Last month, Coach collaborated with the husk that is Bape following the departure of its founder. It was abominable. Today, we're getting a high fashion-streetwear palette cleanser with the reveal of Louis Vuitton's collaboration with Human Made.
Virgil Abloh tapped Nigo, who left Bape in 2013 and turned his attention to Human Made, to work on the LV² capsule. In a refreshing development, the Human Made logo appears nowhere in the collection. Too often, collaborations end up as a half-baked composition of the involved logos. LV², however, puts the focus on Nigo's toying with some of Louis Vuitton's most well-known motifs.
Smarten up — "What people might be most surprised by is that for two guys known for streetwear history and ability, the collection is completely the opposite," Abloh told Vogue in announcing the capsule. "That was our starting point: Let’s not do the expected. Let’s not put streetwear in a box. That’s the epiphany within the collaboration."
LV² isn't entirely devoid of streetwear, with inclusions of denim, a hooded bomber, and a healthy dose of graphics. But the focus is on tailoring: three-button blazers feature throughout, and a pair of suits have been done up in the LV Damier check. A tweed blazer features gorgeous "LV²" embroidery on the breast pocket. For good measure there's also sharp suiting, ties, scarves, and overcoats — bolstering the case for getting dressed up as the ultimate flex.

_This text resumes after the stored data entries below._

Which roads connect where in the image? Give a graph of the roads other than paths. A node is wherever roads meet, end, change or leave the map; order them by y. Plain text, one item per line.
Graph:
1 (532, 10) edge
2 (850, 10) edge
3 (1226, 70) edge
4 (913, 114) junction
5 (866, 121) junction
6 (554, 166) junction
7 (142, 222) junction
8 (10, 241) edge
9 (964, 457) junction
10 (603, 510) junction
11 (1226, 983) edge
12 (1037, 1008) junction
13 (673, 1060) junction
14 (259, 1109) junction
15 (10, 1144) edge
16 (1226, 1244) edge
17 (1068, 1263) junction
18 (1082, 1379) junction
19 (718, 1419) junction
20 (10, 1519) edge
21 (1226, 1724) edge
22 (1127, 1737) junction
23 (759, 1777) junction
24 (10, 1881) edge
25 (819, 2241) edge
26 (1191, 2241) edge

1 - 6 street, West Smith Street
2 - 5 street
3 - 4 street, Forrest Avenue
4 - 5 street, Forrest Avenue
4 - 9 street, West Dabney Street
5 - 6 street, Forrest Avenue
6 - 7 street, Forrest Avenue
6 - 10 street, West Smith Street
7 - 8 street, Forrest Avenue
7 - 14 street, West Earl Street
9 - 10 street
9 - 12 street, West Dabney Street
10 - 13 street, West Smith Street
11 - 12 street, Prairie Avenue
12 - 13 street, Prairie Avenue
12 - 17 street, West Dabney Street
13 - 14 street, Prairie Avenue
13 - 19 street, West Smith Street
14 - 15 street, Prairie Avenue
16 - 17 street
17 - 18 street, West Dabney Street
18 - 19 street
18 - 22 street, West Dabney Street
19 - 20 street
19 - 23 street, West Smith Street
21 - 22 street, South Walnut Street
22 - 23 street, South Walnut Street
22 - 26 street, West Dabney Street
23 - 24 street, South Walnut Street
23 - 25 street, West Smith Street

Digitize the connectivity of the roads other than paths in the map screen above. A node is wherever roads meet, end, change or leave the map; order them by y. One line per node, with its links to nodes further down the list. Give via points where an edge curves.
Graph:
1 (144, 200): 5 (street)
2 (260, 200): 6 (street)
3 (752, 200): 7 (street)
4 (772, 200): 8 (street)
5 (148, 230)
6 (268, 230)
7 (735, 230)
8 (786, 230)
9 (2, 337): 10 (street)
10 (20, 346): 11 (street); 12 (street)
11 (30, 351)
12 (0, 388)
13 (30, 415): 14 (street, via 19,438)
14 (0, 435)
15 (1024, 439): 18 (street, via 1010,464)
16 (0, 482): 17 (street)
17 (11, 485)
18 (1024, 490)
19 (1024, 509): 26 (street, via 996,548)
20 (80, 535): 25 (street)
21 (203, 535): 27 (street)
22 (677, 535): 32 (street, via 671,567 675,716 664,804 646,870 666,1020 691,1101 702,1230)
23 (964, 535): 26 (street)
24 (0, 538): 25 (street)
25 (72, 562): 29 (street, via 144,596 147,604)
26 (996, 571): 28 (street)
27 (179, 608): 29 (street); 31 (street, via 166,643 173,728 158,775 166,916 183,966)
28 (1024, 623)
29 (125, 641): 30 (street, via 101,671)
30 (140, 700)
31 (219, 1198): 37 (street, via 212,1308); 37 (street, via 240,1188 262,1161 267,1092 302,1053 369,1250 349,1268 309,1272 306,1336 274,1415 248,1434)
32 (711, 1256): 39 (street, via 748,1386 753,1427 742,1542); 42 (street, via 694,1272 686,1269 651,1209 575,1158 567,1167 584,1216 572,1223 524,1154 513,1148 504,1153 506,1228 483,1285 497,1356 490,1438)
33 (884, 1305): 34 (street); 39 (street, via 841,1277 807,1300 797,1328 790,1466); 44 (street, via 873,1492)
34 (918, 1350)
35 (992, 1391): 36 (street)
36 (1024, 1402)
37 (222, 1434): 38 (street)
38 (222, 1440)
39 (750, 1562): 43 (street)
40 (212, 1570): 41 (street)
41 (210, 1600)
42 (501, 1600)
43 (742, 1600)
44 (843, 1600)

Even a hypebeast should have his day in a suit, and Supreme has provided great offerings in recent seasons. LV² reminds us that there are levels to this, and luxury houses still do suiting to die for.
Throwing steetwear a luxurious bone — For those less interested in suiting, an aversion I can't condone, there's still plenty of fun to be had. A dazzling denim top and bottom make patchwork out of LV's Damier check and monogram. (If it isn't made in Japan, we riot.) The bags are where the streetwear connection is most apparent, taking Nigo's drip effect from Icecream and applying it to the French house's venerable leather goods with a similar clash of patterns.
Abloh said of the ice cream effect: "I thought, 'What if we made that playfulness a little more serious and merged it with the Louis Vuitton signature?'" He also described the fur-lined hooded bomber, which features a cartoonish Mount Fuji graphic, as representing the latter in a collection that portions "more mature pieces with youthful pieces."
LV² is a hit — Abloh will never fully silence his critics, but in teaming up with Nigo he's shown the collision of streetwear and luxury at its finest. The touches of a godfather of streetwear and one of fashion's most esteemed houses can be felt in each of the designs. "Grown-up" attire gets a splash of youth, and the younger fare is elevated with materials and detailing.
Streetwear will never really die. Like subcultures that blew up before it, e.g. hip-hop or rock & roll, it'll only evolve. Abloh acknowledged as such in the Vogue interview while following up on his controversial prognostication of streetwear's death. Calling himself a novice, he said he didn't intend to be polarizing and was just riffing in his kitchen.
"If you speak to anyone that’s been in streetwear for the last 15 years, it’s always had this sort of nine lives, dying and coming back, and dying and coming back," Abloh said. "...Partially what I meant that 'it will die' is that new things like tailoring from guys like Nigo and me will be born from the regeneration of it."
That regeneration shows streetwear can be just as exciting when it's reached mass appeal.